Turning off the TV doesn’t really work as an antidote unless you tie your children up, blindfold them and never allow them to leave the house.  My kid goes to school with the other kids who are watching those shows and “talking with the hand” and rolling their eyes and saying “whatever.”  It’s no use.

Those marketing guys, they are very, very smart.  They know all this.  And so they make more "product," I would bet, for the 4-7 year olds than they do for the 10-13 year olds.  And the “whatever,” “talk to the hand,” snarky behavior becomes standard fare for the 4-7 year olds.  Institutionalized backtalk.  And we are buying it, hook, line and backpack.

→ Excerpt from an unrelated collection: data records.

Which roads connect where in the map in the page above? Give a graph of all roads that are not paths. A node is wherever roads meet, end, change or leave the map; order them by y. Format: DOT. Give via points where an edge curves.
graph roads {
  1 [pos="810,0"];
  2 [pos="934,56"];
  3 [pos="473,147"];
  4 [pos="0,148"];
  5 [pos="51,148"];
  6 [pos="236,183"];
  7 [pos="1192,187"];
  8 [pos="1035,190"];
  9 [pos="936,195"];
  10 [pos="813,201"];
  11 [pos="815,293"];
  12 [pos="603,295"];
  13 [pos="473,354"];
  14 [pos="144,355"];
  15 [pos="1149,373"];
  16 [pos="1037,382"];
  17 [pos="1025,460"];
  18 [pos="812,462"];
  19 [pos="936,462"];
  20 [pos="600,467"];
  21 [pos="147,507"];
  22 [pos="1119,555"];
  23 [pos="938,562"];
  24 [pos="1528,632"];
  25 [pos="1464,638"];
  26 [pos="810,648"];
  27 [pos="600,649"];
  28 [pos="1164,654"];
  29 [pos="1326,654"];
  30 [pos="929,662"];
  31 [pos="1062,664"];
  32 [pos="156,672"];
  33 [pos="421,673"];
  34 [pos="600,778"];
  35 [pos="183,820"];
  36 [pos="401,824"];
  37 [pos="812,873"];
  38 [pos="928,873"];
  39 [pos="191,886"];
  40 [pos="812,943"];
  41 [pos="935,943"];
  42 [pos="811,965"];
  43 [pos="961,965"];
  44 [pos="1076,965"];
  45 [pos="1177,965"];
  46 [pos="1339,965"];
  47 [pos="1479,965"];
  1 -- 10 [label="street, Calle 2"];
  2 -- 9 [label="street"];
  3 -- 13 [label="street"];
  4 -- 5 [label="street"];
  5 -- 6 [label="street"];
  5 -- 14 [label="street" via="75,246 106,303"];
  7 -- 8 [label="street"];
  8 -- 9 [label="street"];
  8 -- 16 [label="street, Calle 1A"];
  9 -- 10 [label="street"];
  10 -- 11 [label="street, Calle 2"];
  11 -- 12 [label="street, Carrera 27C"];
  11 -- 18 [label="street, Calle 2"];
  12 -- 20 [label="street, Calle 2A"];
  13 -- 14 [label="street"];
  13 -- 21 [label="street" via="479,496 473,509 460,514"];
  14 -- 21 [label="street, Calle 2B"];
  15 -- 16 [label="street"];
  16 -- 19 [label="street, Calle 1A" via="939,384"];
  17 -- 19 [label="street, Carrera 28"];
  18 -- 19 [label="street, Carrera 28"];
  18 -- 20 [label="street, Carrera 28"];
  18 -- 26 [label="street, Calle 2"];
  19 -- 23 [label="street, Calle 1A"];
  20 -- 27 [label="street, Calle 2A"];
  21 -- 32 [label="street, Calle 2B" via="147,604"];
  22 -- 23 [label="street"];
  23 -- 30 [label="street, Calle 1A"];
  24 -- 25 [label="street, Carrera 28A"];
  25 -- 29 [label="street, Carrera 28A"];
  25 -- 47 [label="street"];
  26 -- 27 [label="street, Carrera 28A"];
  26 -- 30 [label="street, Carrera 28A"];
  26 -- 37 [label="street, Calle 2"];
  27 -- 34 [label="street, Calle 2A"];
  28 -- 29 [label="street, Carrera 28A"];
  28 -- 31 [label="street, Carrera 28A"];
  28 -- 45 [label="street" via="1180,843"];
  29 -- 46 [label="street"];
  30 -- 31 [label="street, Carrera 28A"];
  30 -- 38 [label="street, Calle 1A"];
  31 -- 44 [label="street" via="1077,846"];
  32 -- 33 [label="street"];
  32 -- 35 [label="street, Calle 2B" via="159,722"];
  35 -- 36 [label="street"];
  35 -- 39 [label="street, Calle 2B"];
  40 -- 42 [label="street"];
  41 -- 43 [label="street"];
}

Scarier still there is a logical progression, as the tweens who are growing out of Hannah and Zack and Cody are moving on, to magazines highlighting Lindsey Lohan’s latest stint in rehab, and Jamie Lynn’s teen pregnancy, and whatever sad malady of the month her sister Britney has gotten herself into.   And then they become young adults and watch Amy Winehouse destroy herself all over magazines and on the Internet as we scratch our heads and can't figure it out.  It is a mystery to us that, on any given week, there are hundreds of thousands of staged girl fights on YouTube.  I actually went online and found 137,500 entries under "girl fight."  Go to YouTube and do a search – it will blow your mind.  And the cycle continues.

So today, as we initiate a new "call for change" I pray that our children find the wonder again with new role models to emulate, who reflect that wonder.  Maybe Lindsey and Britney and Paris Hilton and the like will get on the Obama train and perhaps, even be replaced on the cover of teen magazines by Sasha and Malia, daughters of the new, 44th U.S. President doing something awesomely meaningful, somewhere in the world.  I am excited and encouraged that President Obama is focused on youth activism and service and that my daughter can watch him and his young family for the next 4 or 8 years.  My daughter needs a role model.  All children need good role models and if we can’t give them an alternative, the TV will.

Who  knows, maybe the Disney Channel and Nickelodeon and the media will see this new movement as a marketing opportunity and create creative programming that supports the best in us.  Maybe they will manufacture lunch boxes and pj’s and backpacks and sneakers out of that.  Maybe they will begin to pay a bit more attention to the role models they are so skillfully modeling.

Happy Birthday Dr. King.  Congratulations to you, President Obama.  And thank you.  Thank you for Sasha and Malia.  We’ll be watching.